* Extracted data

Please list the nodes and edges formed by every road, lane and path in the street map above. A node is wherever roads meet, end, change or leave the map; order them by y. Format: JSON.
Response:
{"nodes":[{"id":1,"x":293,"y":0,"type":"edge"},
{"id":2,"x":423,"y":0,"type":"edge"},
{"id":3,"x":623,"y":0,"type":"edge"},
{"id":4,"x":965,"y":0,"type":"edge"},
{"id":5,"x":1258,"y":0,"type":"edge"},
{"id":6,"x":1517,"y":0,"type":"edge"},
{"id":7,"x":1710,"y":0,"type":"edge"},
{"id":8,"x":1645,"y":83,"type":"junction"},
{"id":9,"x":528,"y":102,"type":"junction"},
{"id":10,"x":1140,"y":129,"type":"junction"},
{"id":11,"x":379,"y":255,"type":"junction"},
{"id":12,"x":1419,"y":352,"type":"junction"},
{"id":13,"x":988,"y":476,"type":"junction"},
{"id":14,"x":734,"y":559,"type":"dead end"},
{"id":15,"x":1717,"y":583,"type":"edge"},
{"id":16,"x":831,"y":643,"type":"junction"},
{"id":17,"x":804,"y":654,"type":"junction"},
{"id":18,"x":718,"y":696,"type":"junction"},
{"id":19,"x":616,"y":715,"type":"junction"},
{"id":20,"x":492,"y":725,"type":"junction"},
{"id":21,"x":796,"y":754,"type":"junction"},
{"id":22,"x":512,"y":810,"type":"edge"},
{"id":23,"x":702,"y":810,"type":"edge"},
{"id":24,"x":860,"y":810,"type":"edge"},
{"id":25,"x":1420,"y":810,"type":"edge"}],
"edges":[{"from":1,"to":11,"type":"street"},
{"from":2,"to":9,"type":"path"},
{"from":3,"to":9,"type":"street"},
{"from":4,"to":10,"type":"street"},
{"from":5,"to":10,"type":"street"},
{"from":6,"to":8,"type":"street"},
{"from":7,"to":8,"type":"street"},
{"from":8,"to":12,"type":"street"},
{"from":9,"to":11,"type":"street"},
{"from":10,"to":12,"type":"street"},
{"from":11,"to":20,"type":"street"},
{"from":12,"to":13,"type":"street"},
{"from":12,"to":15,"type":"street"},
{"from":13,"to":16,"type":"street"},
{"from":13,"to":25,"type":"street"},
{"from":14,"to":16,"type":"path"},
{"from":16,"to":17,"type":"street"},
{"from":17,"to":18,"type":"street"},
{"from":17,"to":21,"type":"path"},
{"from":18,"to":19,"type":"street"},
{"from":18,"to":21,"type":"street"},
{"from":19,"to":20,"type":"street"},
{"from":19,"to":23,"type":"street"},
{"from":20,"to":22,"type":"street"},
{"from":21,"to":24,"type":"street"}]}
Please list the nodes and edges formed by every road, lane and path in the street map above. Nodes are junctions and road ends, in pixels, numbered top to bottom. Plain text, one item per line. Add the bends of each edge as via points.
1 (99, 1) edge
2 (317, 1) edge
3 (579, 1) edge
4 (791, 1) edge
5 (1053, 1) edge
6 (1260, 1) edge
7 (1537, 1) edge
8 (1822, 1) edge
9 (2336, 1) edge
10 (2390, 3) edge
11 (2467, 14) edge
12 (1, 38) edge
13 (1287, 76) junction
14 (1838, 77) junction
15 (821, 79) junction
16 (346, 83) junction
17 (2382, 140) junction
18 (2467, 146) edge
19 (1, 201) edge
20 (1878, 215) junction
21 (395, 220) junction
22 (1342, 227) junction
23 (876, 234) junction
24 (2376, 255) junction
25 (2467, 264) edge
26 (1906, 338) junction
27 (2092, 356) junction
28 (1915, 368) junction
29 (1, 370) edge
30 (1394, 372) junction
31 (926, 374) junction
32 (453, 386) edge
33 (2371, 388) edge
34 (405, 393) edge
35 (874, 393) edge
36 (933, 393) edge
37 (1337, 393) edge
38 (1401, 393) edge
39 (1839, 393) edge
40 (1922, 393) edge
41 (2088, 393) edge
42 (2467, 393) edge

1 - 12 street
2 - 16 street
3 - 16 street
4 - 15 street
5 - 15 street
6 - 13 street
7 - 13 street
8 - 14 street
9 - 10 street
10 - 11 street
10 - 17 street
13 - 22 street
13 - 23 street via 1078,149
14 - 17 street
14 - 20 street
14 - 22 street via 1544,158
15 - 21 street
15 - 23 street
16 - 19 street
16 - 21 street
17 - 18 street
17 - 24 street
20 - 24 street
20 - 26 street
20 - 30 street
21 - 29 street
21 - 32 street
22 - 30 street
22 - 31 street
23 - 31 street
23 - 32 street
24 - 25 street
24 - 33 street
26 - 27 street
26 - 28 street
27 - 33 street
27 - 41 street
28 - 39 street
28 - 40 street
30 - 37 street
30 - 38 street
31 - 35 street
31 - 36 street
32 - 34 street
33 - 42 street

* What you should do
Everything from the line with "as via points." to the last line of the entries is to be written out exactly; omit all earlier lines.

* Answer for this exercise
Please list the nodes and edges formed by every road, lane and path in the street map above. Nodes are junctions and road ends, in pixels, numbered top to bottom. Plain text, one item per line. Add the bends of each edge as via points.
1 (99, 1) edge
2 (317, 1) edge
3 (579, 1) edge
4 (791, 1) edge
5 (1053, 1) edge
6 (1260, 1) edge
7 (1537, 1) edge
8 (1822, 1) edge
9 (2336, 1) edge
10 (2390, 3) edge
11 (2467, 14) edge
12 (1, 38) edge
13 (1287, 76) junction
14 (1838, 77) junction
15 (821, 79) junction
16 (346, 83) junction
17 (2382, 140) junction
18 (2467, 146) edge
19 (1, 201) edge
20 (1878, 215) junction
21 (395, 220) junction
22 (1342, 227) junction
23 (876, 234) junction
24 (2376, 255) junction
25 (2467, 264) edge
26 (1906, 338) junction
27 (2092, 356) junction
28 (1915, 368) junction
29 (1, 370) edge
30 (1394, 372) junction
31 (926, 374) junction
32 (453, 386) edge
33 (2371, 388) edge
34 (405, 393) edge
35 (874, 393) edge
36 (933, 393) edge
37 (1337, 393) edge
38 (1401, 393) edge
39 (1839, 393) edge
40 (1922, 393) edge
41 (2088, 393) edge
42 (2467, 393) edge

1 - 12 street
2 - 16 street
3 - 16 street
4 - 15 street
5 - 15 street
6 - 13 street
7 - 13 street
8 - 14 street
9 - 10 street
10 - 11 street
10 - 17 street
13 - 22 street
13 - 23 street via 1078,149
14 - 17 street
14 - 20 street
14 - 22 street via 1544,158
15 - 21 street
15 - 23 street
16 - 19 street
16 - 21 street
17 - 18 street
17 - 24 street
20 - 24 street
20 - 26 street
20 - 30 street
21 - 29 street
21 - 32 street
22 - 30 street
22 - 31 street
23 - 31 street
23 - 32 street
24 - 25 street
24 - 33 street
26 - 27 street
26 - 28 street
27 - 33 street
27 - 41 street
28 - 39 street
28 - 40 street
30 - 37 street
30 - 38 street
31 - 35 street
31 - 36 street
32 - 34 street
33 - 42 street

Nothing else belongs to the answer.